AEP 008: Allow CalcJobs to be actively monitored and interrupted#

AEP number

008

Title

Allow CalcJobs to be actively monitored and interrupted

Authors

Sebastiaan P. Huber (sphuber)

Champions

Sebastiaan P. Huber (sphuber)

Type

S - Standard

Created

16-Sep-2022

Status

submitted

Table of contents#

Background#

The CalcJob interface allows to run code, external to AiiDA, on a pre-configured compute resource. Currently there is no way to control the termination of jobs, either manually or automatically, other than by killing the CalcJob. This will cause the engine to terminate the job through the job scheduler associated with the compute resource. The downside of this method is that a) it is not automated, and b) the calculation is killed in an abrupt manner, without giving it the opportunity to shut down cleanly.

There are a variety of use-cases where one would like a CalcJob to be monitored and, under certain conditions, have it shutdown, potentially in a clean manner, before it reaches the end. This AEP describes new functionality that will allow users to define such monitors and attach them to a CalcJob.

Design goals#

The new functionality should or may satisfy the following requirements, in order of importance:

  • Functionality: The CalcJob monitor interface should allow to retrieve files from the remote working directory of the job in order to inspect them and determine whether the job should be stopped

  • Functionality: The CalcJob monitor interface should allow to write files to the remote working directory of the job. This is useful for codes that actively look for files in the running directory to determine whether to shut down cleanly.
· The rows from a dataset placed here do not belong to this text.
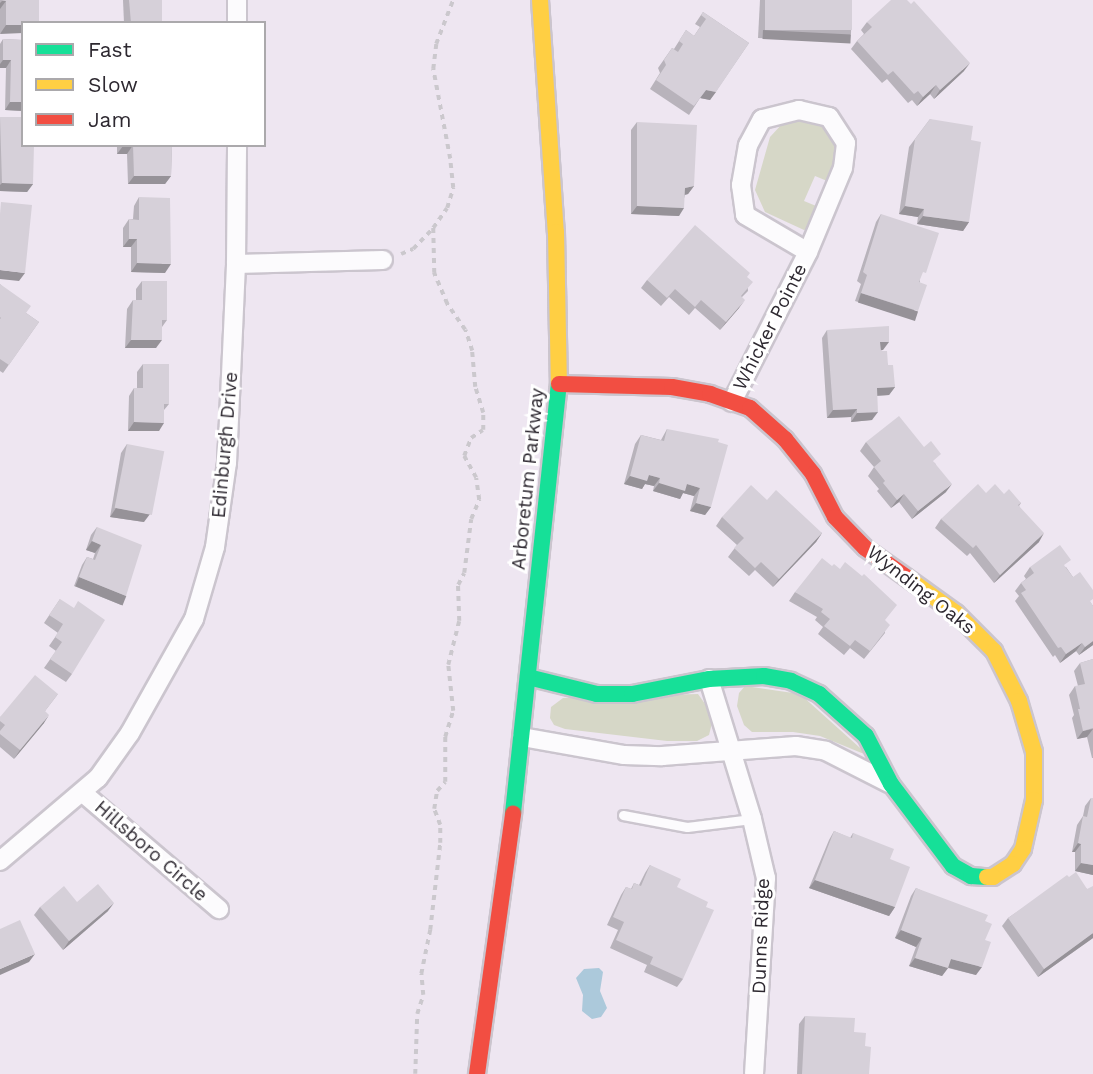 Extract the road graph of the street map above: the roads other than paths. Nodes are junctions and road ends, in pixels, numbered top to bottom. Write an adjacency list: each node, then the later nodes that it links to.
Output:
1 (237, 0): 3 (street)
2 (540, 0): 8 (street, Arboretum Parkway)
3 (237, 21)
4 (237, 147): 7 (street, Edinburgh Drive)
5 (808, 252): 5 (street, Whicker Pointe); 9 (street, Whicker Pointe)
6 (383, 260): 7 (street)
7 (236, 264): 15 (street, Edinburgh Drive)
8 (559, 384): 9 (street, Wynding Oaks); 10 (street, Arboretum Parkway)
9 (732, 402): 14 (street, Wynding Oaks)
10 (528, 677): 11 (street, Wynding Oaks); 12 (street, Arboretum Parkway)
11 (709, 679): 13 (street, Dunns Ridge); 14 (street, Wynding Oaks)
12 (522, 737): 13 (street, Wynding Oaks); 20 (street, Arboretum Parkway)
13 (729, 751): 14 (street, Wynding Oaks); 17 (street, Dunns Ridge)
14 (891, 784)
15 (83, 793): 18 (street, Edinburgh Drive); 19 (street, Hillsboro Circle)
16 (623, 815): 17 (lane)
17 (752, 819): 23 (street, Dunns Ridge)
18 (0, 861)
19 (219, 909)
20 (495, 960): 21 (street, Arboretum Parkway); 22 (street, Arboretum Parkway)
21 (477, 1074)
22 (489, 1074)
23 (754, 1074) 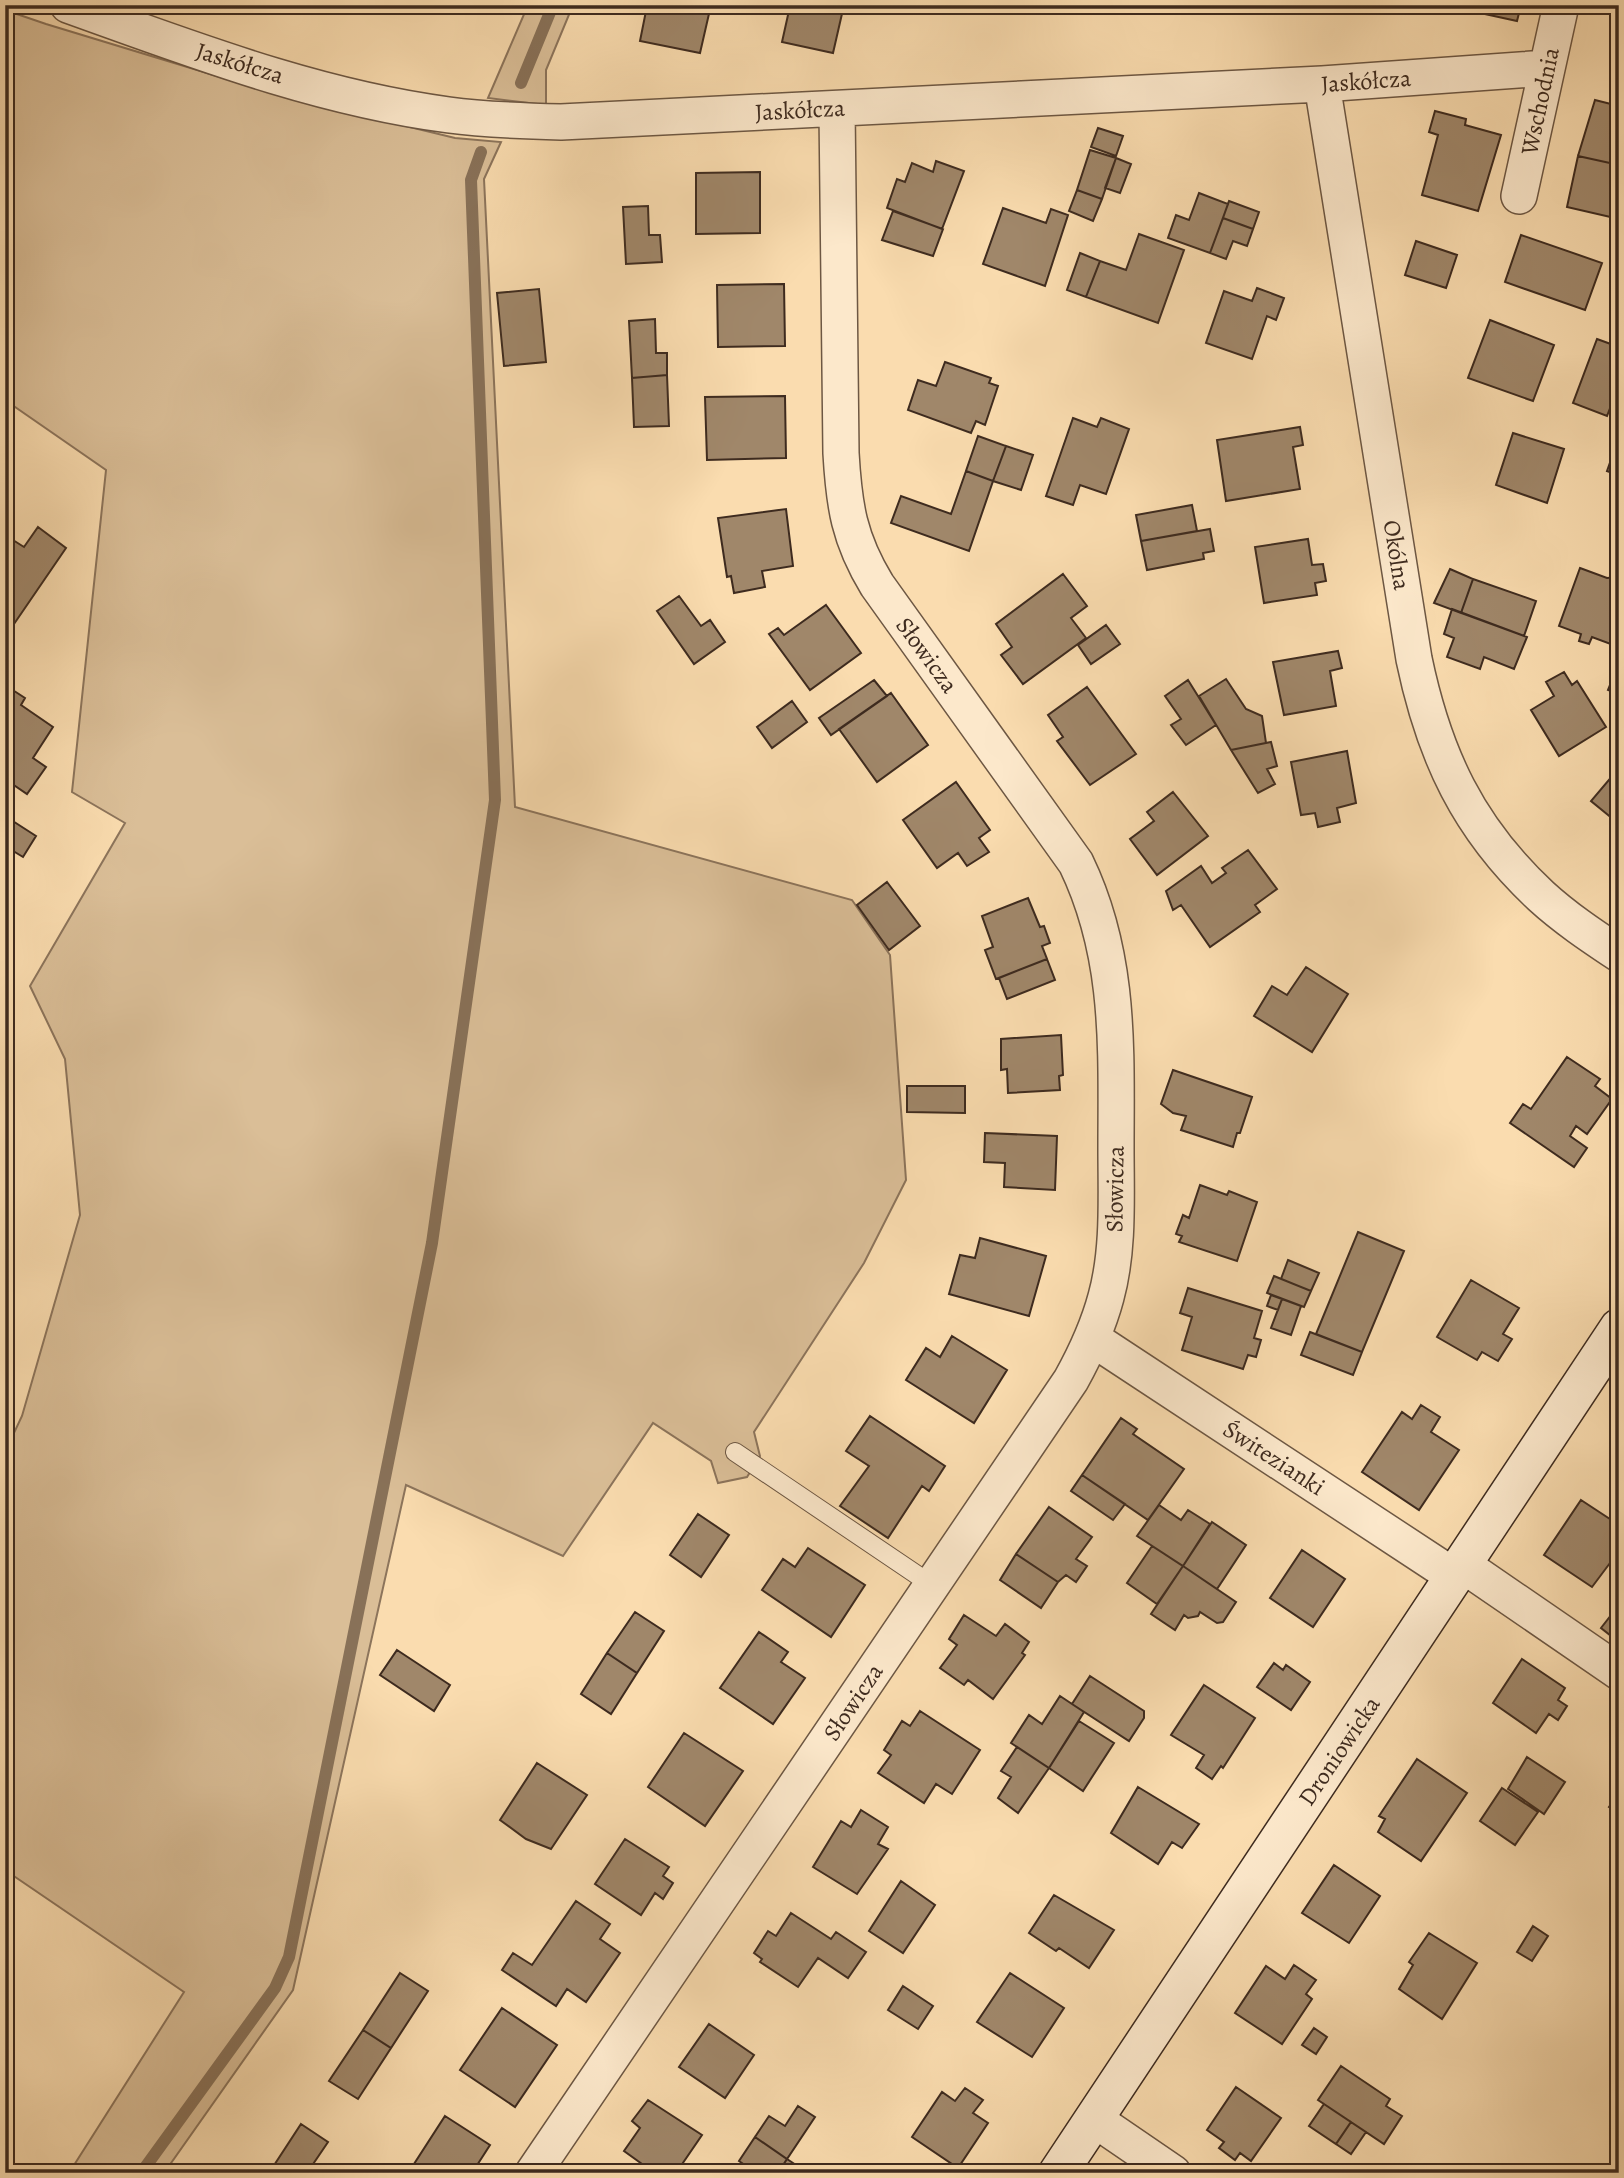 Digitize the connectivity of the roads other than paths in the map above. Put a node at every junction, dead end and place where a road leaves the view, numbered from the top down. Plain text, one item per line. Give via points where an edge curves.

  • Functionality: The CalcJob monitor interface should allow to execute commands in the remote working directory of the job. This could be important to execute specific code that will pre-process output generated by the job. For example, this could be used to analyze large output files and produce smaller report files, which would allow to prevent retrieving large output files repeatedly. The main goal of this feature request is not to encourage post-processing entirely to within the monitor framework, but merely serves as a manner to reduce the transfer of data from the remote computer to the machine where AiiDA is running.

  • Interface: Defining new monitors and adding monitors to CalcJobs should be as simple as possible and should require as little custom setup and configuration as possible.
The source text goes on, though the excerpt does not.